L’incremento esponenziale di attacchi a mezzo phishing (e-mail fasulle), virus per smartphone, ransomware, attacchi DDoS alle infrastrutture critiche e agli ambienti IoT, mettono in serio pericolo l’operatività delle aziende. E le PMI non sono immuni.
Le grandi organizzazioni spesso hanno le risorse tecnologiche e organizzative sufficienti per far fronte all’evoluzione continua nelle minacce, non altrettanto può dirsi per le micro imprese e le PMI. «I confini dell’azienda si dilatano e il nuovo perimetro può essere assimilato all’identità digitale, che permette di accedere ai servizi, fare il login all’infrastruttura e operare nel quotidiano – spiega Carlo Mauceli, National Digital Officer di Microsoft Italia –. A riprova di questo fatto, si osserva un incremento senza precedenti dei furti di identità».

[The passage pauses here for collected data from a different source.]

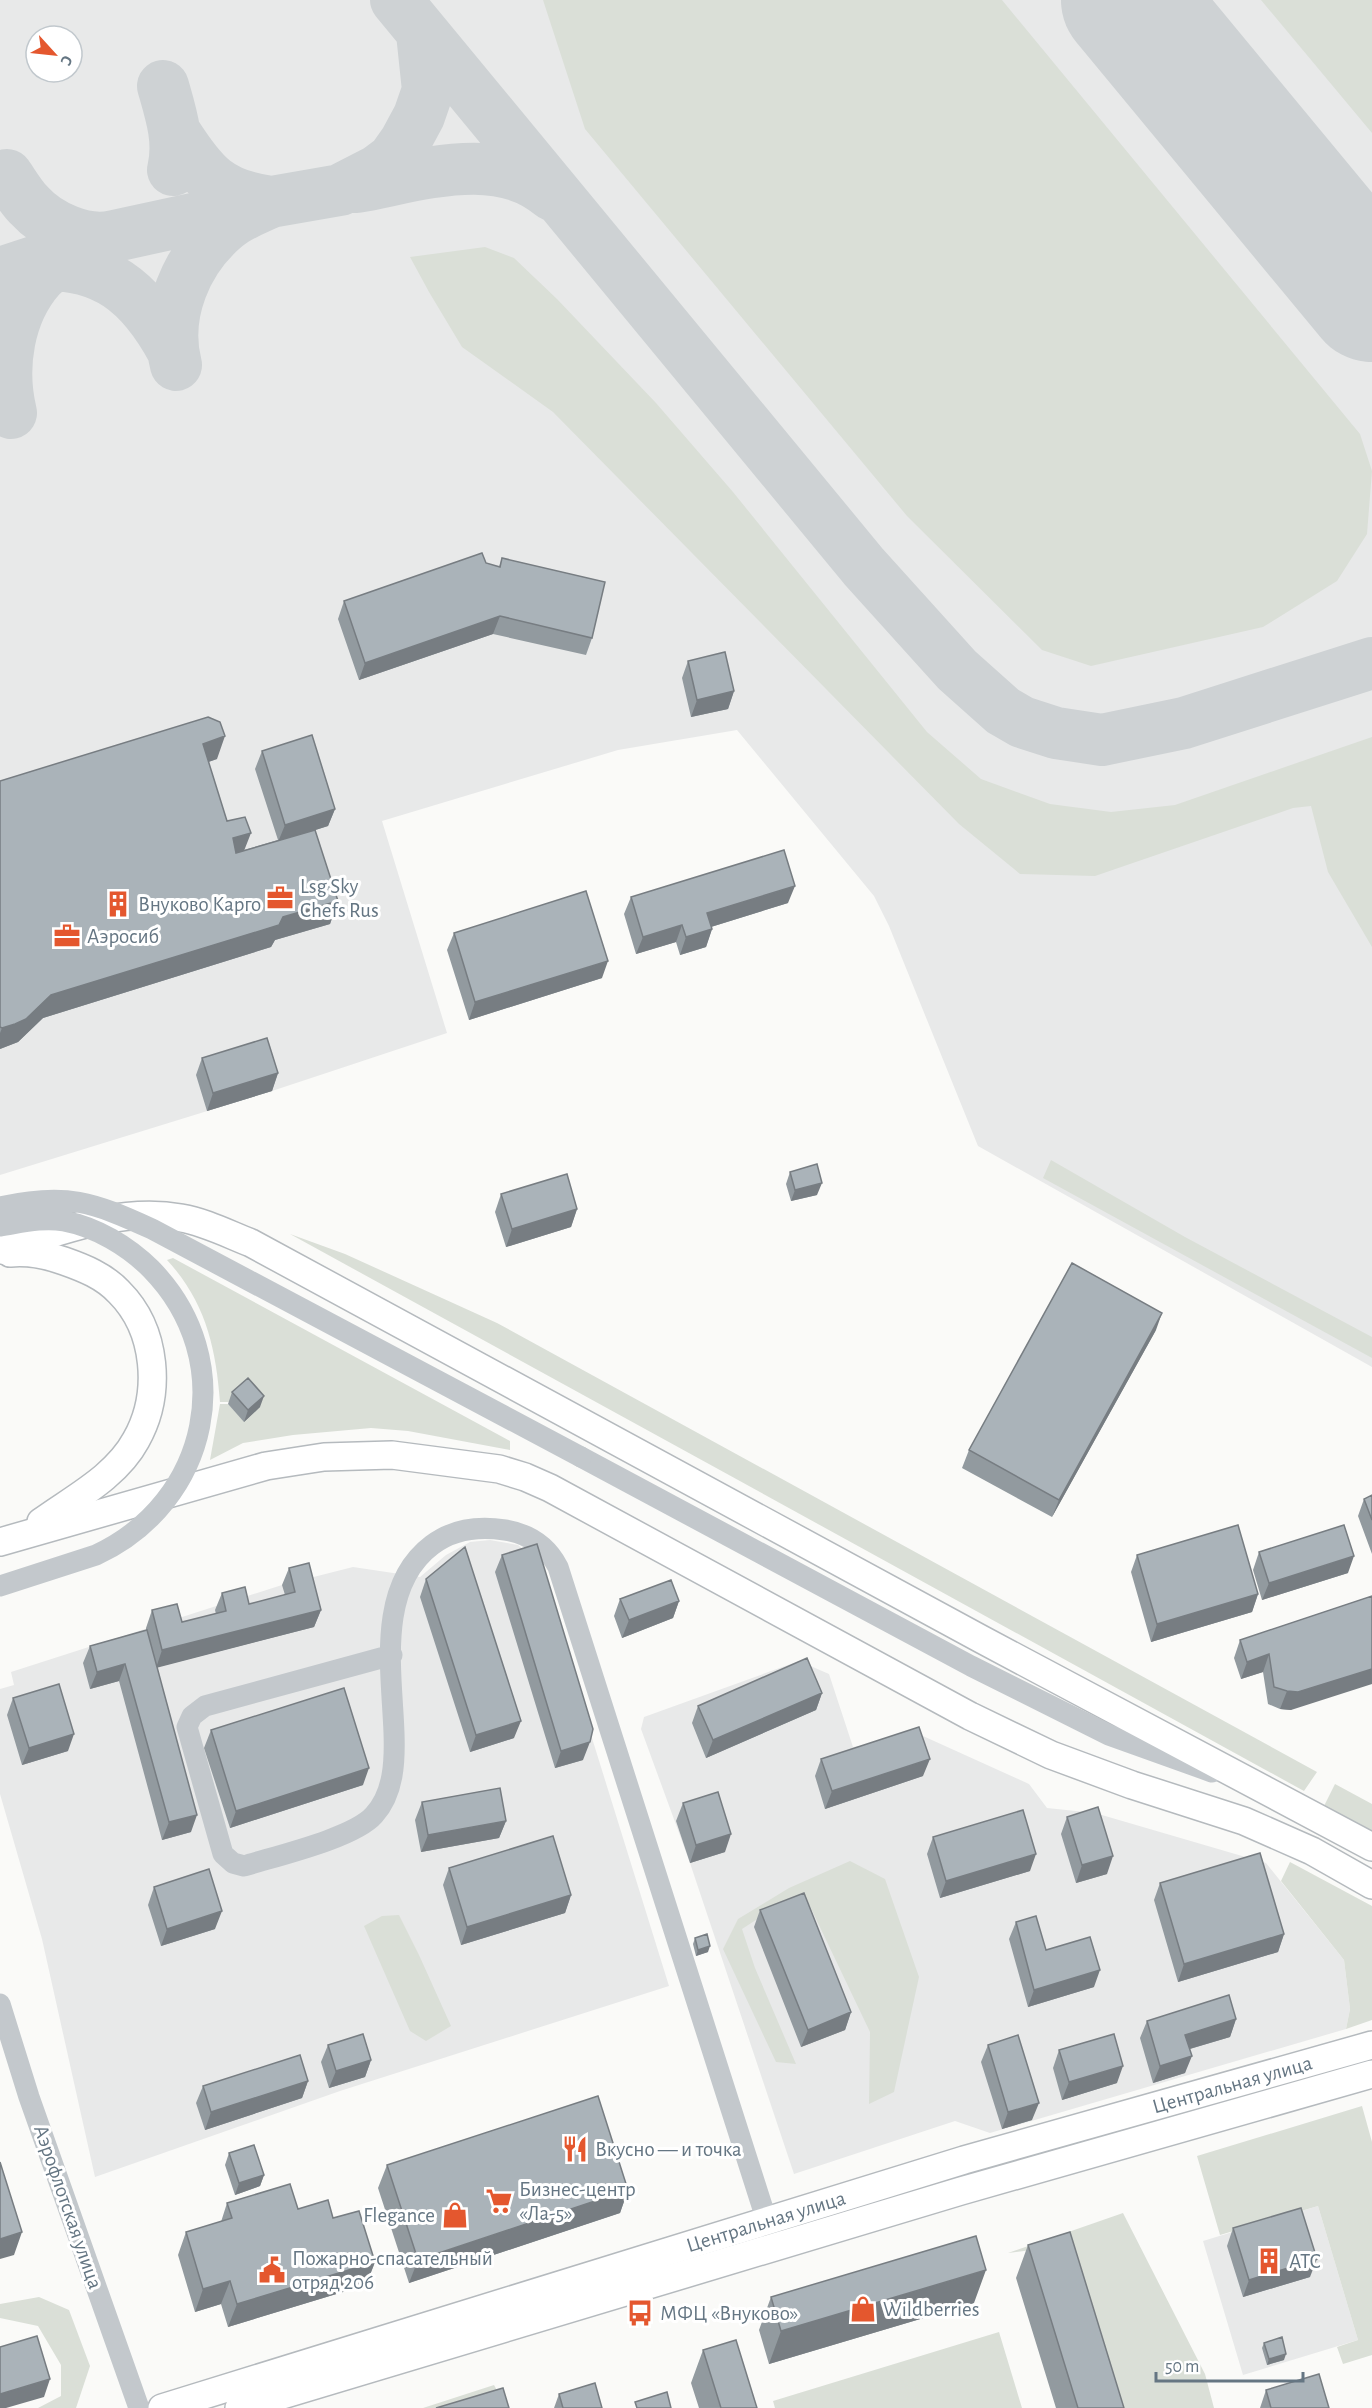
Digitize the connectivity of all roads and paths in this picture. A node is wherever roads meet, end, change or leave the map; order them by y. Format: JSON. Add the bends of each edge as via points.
{"nodes":[{"id":1,"x":0,"y":1207,"type":"edge"},
{"id":2,"x":0,"y":1226,"type":"edge"},
{"id":3,"x":0,"y":1250,"type":"edge"},
{"id":4,"x":0,"y":1255,"type":"edge"},
{"id":5,"x":11,"y":1538,"type":"edge"},
{"id":6,"x":0,"y":1586,"type":"edge"},
{"id":7,"x":392,"y":1655,"type":"junction"},
{"id":8,"x":1272,"y":1794,"type":"junction"},
{"id":9,"x":1372,"y":1847,"type":"edge"},
{"id":10,"x":1372,"y":1885,"type":"edge"},
{"id":11,"x":0,"y":2004,"type":"edge"},
{"id":12,"x":1372,"y":2045,"type":"edge"},
{"id":13,"x":1372,"y":2074,"type":"edge"},
{"id":14,"x":767,"y":2221,"type":"junction"},
{"id":15,"x":775,"y":2247,"type":"junction"},
{"id":16,"x":139,"y":2408,"type":"edge"},
{"id":17,"x":162,"y":2408,"type":"edge"},
{"id":18,"x":239,"y":2408,"type":"edge"}],
"edges":[{"from":1,"to":8,"type":"street","bridge":true,"via":[[59,1200],[107,1208],[971,1666],[1109,1735]]},
{"from":2,"to":6,"type":"street","bridge":true,"via":[[63,1221],[103,1235],[144,1262],[173,1296],[193,1334],[203,1405],[190,1459],[178,1486],[148,1521],[96,1555]]},
{"from":3,"to":8,"type":"main road","via":[[118,1216],[148,1215],[181,1218],[250,1243]]},
{"from":4,"to":5,"type":"main road","via":[[20,1252],[52,1257],[83,1267],[108,1282],[128,1303],[140,1324],[153,1372],[147,1416],[120,1464]]},
{"from":5,"to":10,"type":"main road","via":[[304,1458],[392,1455],[499,1469],[550,1488],[822,1638],[1051,1755],[1244,1821],[1312,1851]]},
{"from":7,"to":7,"type":"street","via":[[395,1768],[374,1816],[351,1833],[244,1866],[233,1863],[223,1854],[187,1727],[192,1716],[205,1706]]},
{"from":7,"to":14,"type":"street","via":[[391,1636],[400,1592],[415,1562],[435,1543],[464,1530],[494,1528],[527,1536],[550,1552],[569,1600]]},
{"from":8,"to":9,"type":"main road"},
{"from":11,"to":16,"type":"street","name":"Аэрофлотская улица","via":[[32,2107]]},
{"from":12,"to":14,"type":"main road","name":"Центральная улица","via":[[964,2160]]},
{"from":13,"to":15,"type":"main road","name":"Центральная улица"},
{"from":14,"to":15,"type":"street"},
{"from":14,"to":17,"type":"main road","name":"Центральная улица"},
{"from":15,"to":18,"type":"main road","name":"Центральная улица"}]}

Bisogna, quindi, rivedere completamente l’approccio alla sicurezza, partendo proprio dalla difesa delle identità. «La tecnologia ci assiste in questo – commenta il manager –. Il Cloud, in particolare, ha creato una sorta di democratizzazione della sicurezza e permette alle PMI di accedere a risorse pregiate finora patrimonio esclusivo delle grandi aziende. La nuvola, con le soluzioni di Advanced Threat Protection, va a presidiare quell’area residuale non coperta da antivirus e antispam, contribuendo a ridurre sensibilmente l’esposizione agli attacchi cyber».
Tuttavia, la tecnologia da sola non basta perché la sicurezza informatica dipende anche dalle competenze interne, dalla formazione e dalla “postura” dell’impresa rispetto a uno scenario di minacce che cambia in continuazione. Ma qual è la giusta postura? Alcuni suggerimenti utili ce li offre il “Cyber Security Report 2016”, realizzato dal Centro di Ricerca in Cyber Intelligence and Information Security (CIS) dell’Università La Sapienza di Roma in collaborazione con il CINI (Consorzio Interuniversitario Nazionale per l’Informatica). Il report contiene un vademecum in 15 punti, suggerimenti e controlli che aiuterebbero le aziende a ridurre dell’80% l’esposizione a rischi e vulnerabilità, che abbiamo riportato per esteso in questo articolo.
I 15 punti sono classificati in 7 categorie: Gestione dei dispositivi e del software (asset management); Gestione delle reti, governance e compliance; Protezione dal malware; Gestione password e account; Formazione e responsabilizzazione sui comportamenti; Protezione dei dati; Protezione delle reti.
Chi deve implementare i controlli
Per i ricercatori del CIS La Sapienza e del CINI, deve implementare questi controlli qualsiasi impresa per cui vale una qualsiasi di queste condizioni:
– L’azienda possiede proprietà intellettuale/know-how che deve rimanere riservato e memorizza su dispositivi informatici tali informazioni: disegni industriali, piani di sviluppo di prodotti, informazioni relative a processi e dinamiche interne, anche all’interno di messaggi email o di testo, business plan, prototipi software/hardware;
– L’azienda ha clienti a cui fornisce servizi o prodotti e tali prodotti o servizi potrebbero risentire, in qualità o disponibilità, nel caso in cui i sistemi dell’azienda fossero resi indisponibili oppure fossero controllati in maniera malevola da attaccanti;
– I prodotti (hardware/software/servizi) dell’organizzazione potrebbero essere installati in ambienti sensibili (es. IoT) oppure eventuali manipolazioni dei prodotti potrebbero causare danni a terzi;
– L’organizzazione ha una presenza su internet e offre servizi via web (es. fa business online, shop online, ecc.);
– L’organizzazione è in possesso di dati personali relativi a dipendenti e/o clienti;
– L’azienda ha stipulato accordi di riservatezza (NDA) con clienti/fornitori;
– L’azienda gestisce sistemi ICS (es. SCADA);
– L’azienda gestisce dati sensibili per conto di altre imprese (clienti o fornitori).
Quanto costa?
Il report, oltre a fornire indicazioni rispetto ai controlli essenziali stima anche i costi a questi associati. Per una micro impresa (con meno di 9 dipendenti), la spesa relativa si attesta sui 10.500 euro (2.700 euro di costi iniziali e circa 7.800 di costi annui). Per una PMI (con meno di 50 dipendenti) si arriva a circa 25mila euro (4.650 iniziali e 19.800 annuali).
Il report giunge alla conclusione che se le aziende investissero queste cifre riuscirebbero a ridurre i rischi cyber, in media, dell’80%, a fronte di un danno finanziario legato agli incidenti informatici che, in media, per una PMI, si attesta sui 35mila euro annui.